This one goes out to the one I love

Reviving the lost art of writing affectionate letters

Technology has made it that much easier to deliver flowers or chocolates to a loved one on Valentine’s Day – just a phone call or online credit card purchase away. But one of the most old-fashioned ways of expressing romantic feelings has seemingly been pushed aside: the love letter.

“It seems to me that when people are in love they write love letters,” says Victor Contoski, a published poet and Kansas University professor of English.

“A love letter is something very personal. When you’re writing something to be published, you’re intending it for a much broader audience. On the other hand, if this is going to please whoever you are writing the poem to, what difference does it make if the critics don’t like it?”

Contoski says he has personally indulged in writing love letters through the years. His wife was a native Pole, and he wrote her missives in Polish.

“Unfortunately, I don’t have any of them,” he says. “We moved several times, and they got lost in the moving. Incidentally, she thought Valentine’s Day was very exotic. It was her favorite holiday. They had nothing like that in Poland.”

Good advice

As far as technical advice to aspiring romantic writers, Contoski is succinct.

He says, “Just one tip: Follow your heart. What other criterion can there be?”

David Bergeron, Shakespeare expert and KU professor of English, agrees with the suggestion.

“Speak from the heart,” he says. “There are not many ways to improve on that.”

Bergeron says history is rife with examples of great love letters. He cites Heloise to Abelard as one of the most enduring. Heloise was a 10th-century French nun who was secretly married to philosopher Peter Abelard, her former tutor. Those by poet Robert Browning to his wife, Elizabeth Barrett Browning, also are considered classics.

“There’s a book that Cathy N. Davidson of Duke University put together (‘The Book of Love: Writers and their Love Letters’) that was based on an anthology of love letters,” he says. “What she set out to do was to show the distinction between how men and women write love letters. The unexpected and somewhat startling conclusion she came to was there wasn’t any difference. People in love sound very much the same.”

Modern amour

If one can’t consult a real-life Cyrano to help craft a love letter, then the Internet is the next best way. A variety of sites offer approaches to the task.

At www.theromantic.com/LoveLetters/main.htm, the site has archived some of the most romantic letters in history. These range from Roman lawyer Gaius Plinius Caecilius Secundus (A.D. 100) to 20th-century U.S. presidents such as Woodrow Wilson. Some of the best benefit from historical hindsight, such as one from 1528 penned by King Henry VIII to Anne Boleyn – whom he would later behead because of her alleged adultery.

The site www.collectiveexperience.org/love/love.html offers an “ongoing, curated collection of anonymous love letters.” Viewers are encouraged to submit their own to the collection.

The entries are just generic and heartfelt enough that they could easily be utilized to impress one’s own sweetheart.
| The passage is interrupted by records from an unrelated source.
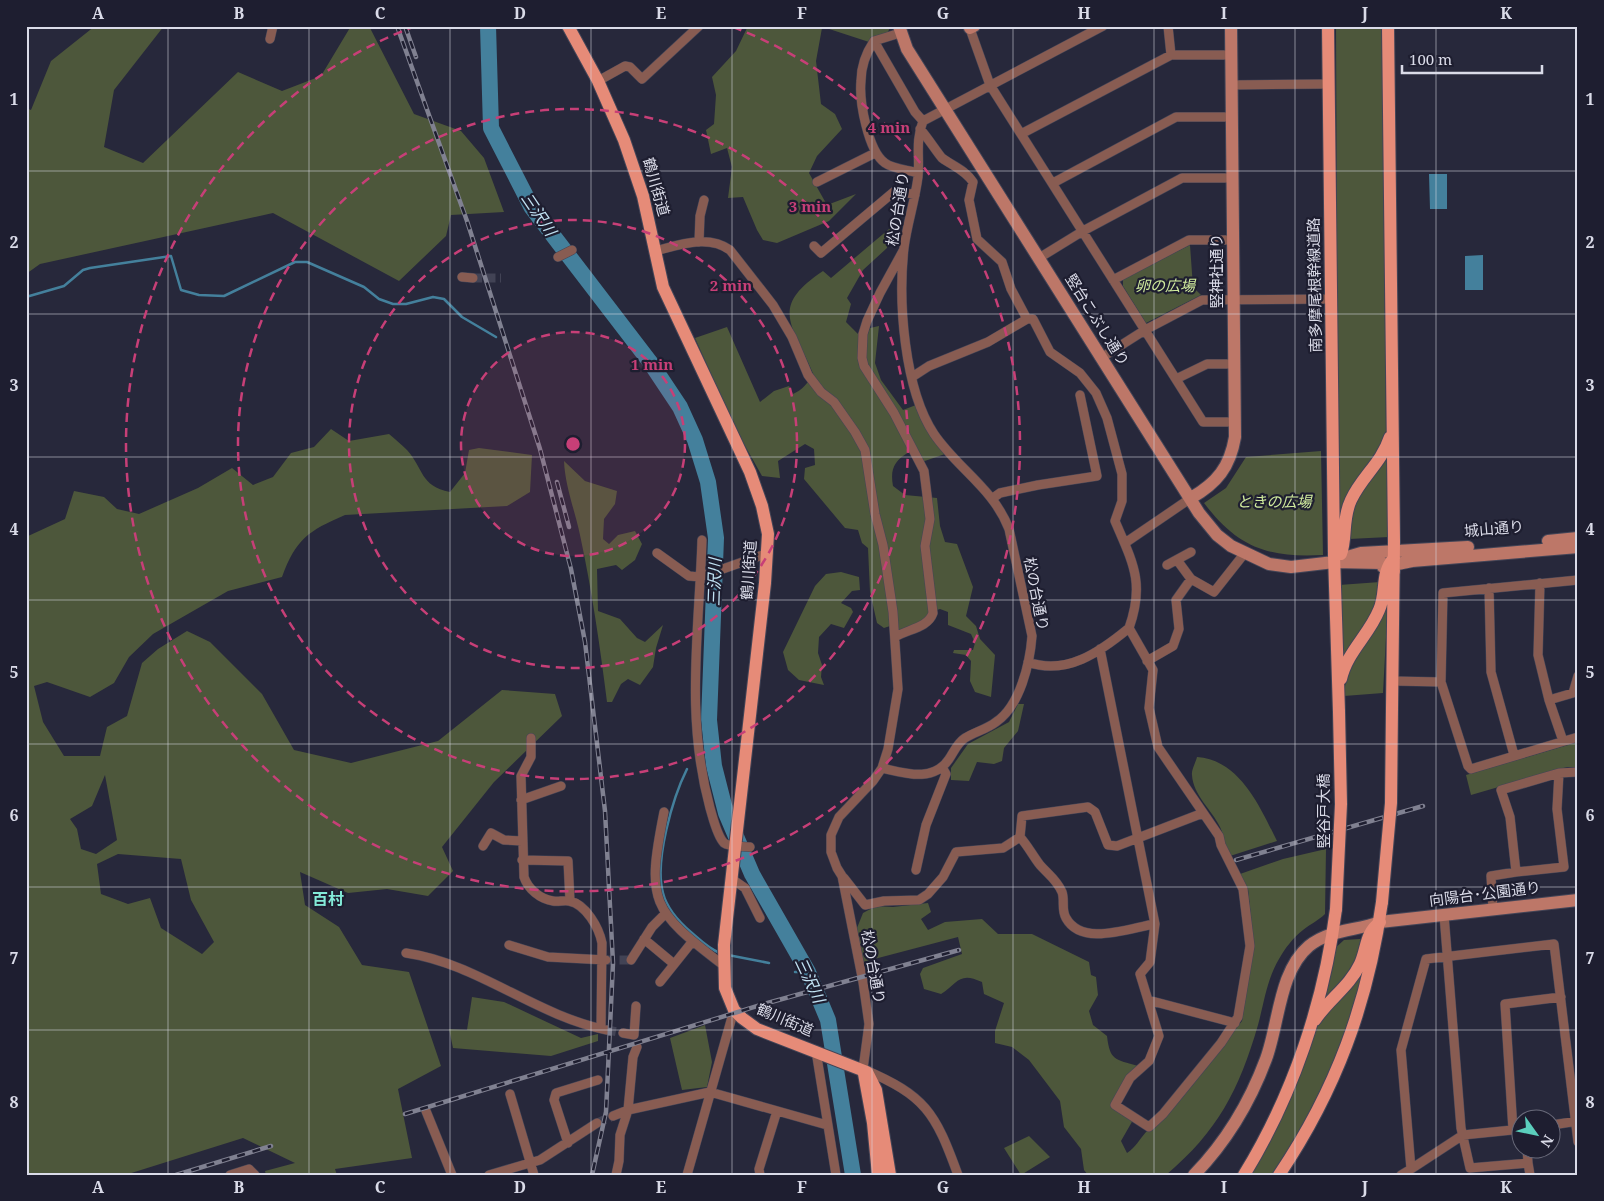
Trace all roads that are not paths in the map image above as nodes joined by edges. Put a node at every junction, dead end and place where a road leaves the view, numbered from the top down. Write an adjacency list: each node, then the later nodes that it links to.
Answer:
1 (273, 26): 11 (street)
2 (568, 26): 15 (main road, 鶴川街道)
3 (699, 26): 15 (street)
4 (1168, 26): 13 (street)
5 (1231, 26): 14 (street, 竪神社通り)
6 (1328, 26): 16 (main road, 南多摩尾根幹線道路)
7 (1388, 26): 52 (main road)
8 (971, 27): 17 (street)
9 (1097, 28): 17 (street)
10 (899, 30): 12 (street); 19 (street, 竪台こぶし通り)
11 (270, 39)
12 (874, 41): 21 (street); 23 (street)
13 (1171, 55): 14 (street); 22 (street)
14 (1231, 55): 18 (street, 竪神社通り)
15 (598, 81): 36 (main road, 鶴川街道)
16 (1329, 84): 18 (street); 43 (main road, 南多摩尾根幹線道路)
17 (990, 85): 19 (street); 22 (street)
18 (1231, 85): 20 (street, 竪神社通り)
19 (945, 110): 21 (street); 38 (street, 竪台こぶし通り)
20 (1232, 117): 25 (street, 竪神社通り); 27 (street)
21 (921, 125): 24 (street, 松の台通り); 44 (street)
22 (1021, 134): 27 (street)
23 (875, 153): 24 (street); 26 (street)
24 (918, 173): 28 (street, 松の台通り)
25 (1233, 178): 30 (street); 31 (street, 竪神社通り)
26 (817, 182)
27 (1053, 183): 30 (street)
28 (914, 195): 33 (street); 34 (street, 松の台通り)
29 (704, 200): 32 (street)
30 (1083, 231): 38 (street); 41 (street)
31 (1233, 240): 41 (street); 42 (street, 竪神社通り)
32 (699, 242): 36 (street); 75 (street)
33 (814, 246)
34 (904, 248): 48 (street, 松の台通り); 75 (street)
35 (572, 250): 37 (street)
36 (655, 251): 60 (main road, 鶴川街道)
37 (558, 257)
38 (1039, 258): 46 (street, 竪台こぶし通り)
39 (462, 277): 40 (street)
40 (473, 278)
41 (1113, 280): 45 (street)
42 (1234, 299): 43 (street); 45 (street); 47 (street, 竪神社通り)
43 (1331, 299): 65 (main road, 南多摩尾根幹線道路)
44 (1027, 319): 48 (street); 57 (street)
45 (1145, 330): 46 (street); 49 (street)
46 (1101, 358): 54 (street, 竪台こぶし通り)
47 (1234, 364): 49 (street); 51 (street, 竪神社通り)
48 (912, 377): 53 (street, 松の台通り)
49 (1176, 379): 51 (street)
50 (1080, 395): 53 (street)
51 (1235, 422): 54 (street, 竪神社通り)
52 (1393, 422): 64 (main road); 65 (main road)
53 (993, 498): 78 (street, 松の台通り)
54 (1191, 498): 57 (street); 62 (street, 竪台こぶし通り)
55 (1578, 538): 64 (street, 城山通り)
56 (702, 540): 69 (street)
57 (1125, 543): 74 (street)
58 (1578, 547): 63 (street, 城山通り)
59 (1191, 552): 66 (street)
60 (768, 553): 69 (street); 99 (main road, 鶴川街道)
61 (657, 554): 69 (street)
62 (1244, 554): 68 (street, 竪台こぶし通り); 70 (street)
63 (1463, 556): 64 (street, 城山通り); 64 (street)
64 (1395, 558): 65 (street); 80 (main road); 82 (main road)
65 (1340, 559): 68 (street, 竪台こぶし通り); 68 (street); 82 (main road)
66 (1177, 560): 67 (street); 70 (street)
67 (1167, 566)
68 (1276, 566)
69 (702, 577): 99 (street)
70 (1192, 579): 77 (street)
71 (1578, 580): 72 (street)
72 (1540, 583): 73 (street); 83 (street)
73 (1489, 588): 81 (street); 87 (street)
74 (1128, 628): 76 (street); 77 (street)
75 (895, 637): 89 (street)
76 (1100, 649): 78 (street); 97 (street)
77 (1148, 661): 95 (street)
78 (1028, 662): 88 (street, 松の台通り)
79 (1578, 676): 83 (street)
80 (1393, 680): 81 (street); 115 (main road, bridge)
81 (1441, 682): 87 (street)
82 (1339, 692): 113 (main road, 竪谷戸大橋, bridge)
83 (1549, 700): 86 (street)
84 (1578, 737): 86 (street)
85 (531, 738): 93 (street)
86 (1563, 741): 87 (street)
87 (1514, 755)
88 (942, 767): 89 (street); 103 (street)
89 (882, 768): 105 (street, 松の台通り)
90 (1578, 772): 91 (street)
91 (1559, 773): 104 (street); 104 (street)
92 (560, 786): 93 (street)
93 (521, 800): 98 (street)
94 (664, 812): 110 (street)
95 (1203, 813): 97 (street); 131 (street)
96 (1020, 838): 97 (street); 105 (street); 114 (street)
97 (1139, 838): 114 (street)
98 (522, 841): 100 (street); 102 (street)
99 (732, 845): 101 (street); 106 (main road, 鶴川街道)
100 (483, 846)
101 (749, 847)
102 (522, 860): 108 (street); 108 (street)
103 (916, 870)
104 (1516, 872): 109 (street)
105 (842, 876): 136 (street, 松の台通り)
106 (732, 878): 112 (street); 124 (main road, 鶴川街道)
107 (1578, 900): 109 (street, 向陽台･公園通り)
108 (570, 901): 122 (street)
109 (1493, 910): 111 (street, 向陽台･公園通り)
110 (665, 914): 116 (street); 118 (street)
111 (1444, 915): 115 (street, 向陽台･公園通り); 121 (street)
112 (760, 918)
113 (1334, 921): 115 (street, 向陽台･公園通り); 117 (street, 向陽台･公園通り); 132 (main road, 竪谷戸大橋)
114 (1155, 924): 128 (street)
115 (1379, 929): 132 (main road); 172 (main road)
116 (644, 939): 123 (street); 125 (street)
117 (1313, 939): 169 (street); 170 (street)
118 (692, 942): 124 (street); 125 (street)
119 (509, 945): 122 (street)
120 (406, 953): 122 (street)
121 (1448, 956): 127 (street); 150 (street); 156 (street)
122 (604, 960)
123 (631, 960)
124 (723, 963): 130 (main road, 鶴川街道)
125 (674, 964): 126 (street)
126 (660, 982)
127 (1561, 997): 140 (street); 145 (street)
128 (1148, 1000): 131 (street); 131 (street)
129 (636, 1006): 133 (street)
130 (734, 1010): 135 (main road, 鶴川街道); 138 (street)
131 (1235, 1023)
132 (1310, 1028): 171 (main road)
133 (623, 1033)
134 (637, 1047): 141 (street)
135 (819, 1052): 136 (main road, 鶴川街道); 148 (street)
136 (863, 1069): 166 (main road); 167 (main road); 168 (street)
137 (598, 1080): 152 (street)
138 (710, 1092): 141 (street); 143 (street); 163 (street)
139 (510, 1094): 154 (street)
140 (1515, 1108)
141 (628, 1110): 144 (street); 162 (street)
142 (426, 1111): 159 (street)
143 (777, 1111): 148 (street); 164 (street)
144 (613, 1116)
145 (1577, 1121): 147 (street); 151 (street)
146 (597, 1123): 152 (street)
147 (1562, 1123)
148 (827, 1125): 165 (street)
149 (1512, 1130): 150 (street)
150 (1463, 1135): 155 (street); 156 (street)
151 (1578, 1142)
152 (568, 1143): 154 (street)
153 (1528, 1158): 155 (street)
154 (531, 1163): 160 (street); 161 (street)
155 (1528, 1163): 174 (street)
156 (1411, 1169): 173 (street)
157 (230, 1175): 158 (street)
158 (255, 1175)
159 (452, 1175)
160 (489, 1175)
161 (534, 1175)
162 (616, 1175)
163 (687, 1175)
164 (760, 1175)
165 (836, 1175)
166 (878, 1175)
167 (890, 1175)
168 (958, 1175)
169 (1183, 1175)
170 (1194, 1175)
171 (1244, 1175)
172 (1279, 1175)
173 (1401, 1175)
174 (1530, 1175)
Try this opener from one titled “Murdered an Expression”: “I love you. Can you feel it? Such a phrase as this has been destroyed over time, and overused. Try to remove yourself from it. Try to remove yourself from how it sounds … because it can’t sound as strong to your ears as it feels to my lips to say it.”

For those who need even more hand-holding, there is www.hugkiss.com/platinum/loveletter.html. It helps one put words, songs and pictures into an e-mail-friendly note just waiting to be sent.

The template feeds the writer an opening stanza (sample: “I have an overwhelming urge to …”) and from there guides one through a semi-serious combination of wooing possibilities.

It also can attach images such as a bouquet of hearts or “fluffy bunny snuggles,” and offer melodies such as ELO’s “Sweet Talkin’ Woman” as an aural backdrop.

Actually, the lyrics from that song make for a pretty good love letter.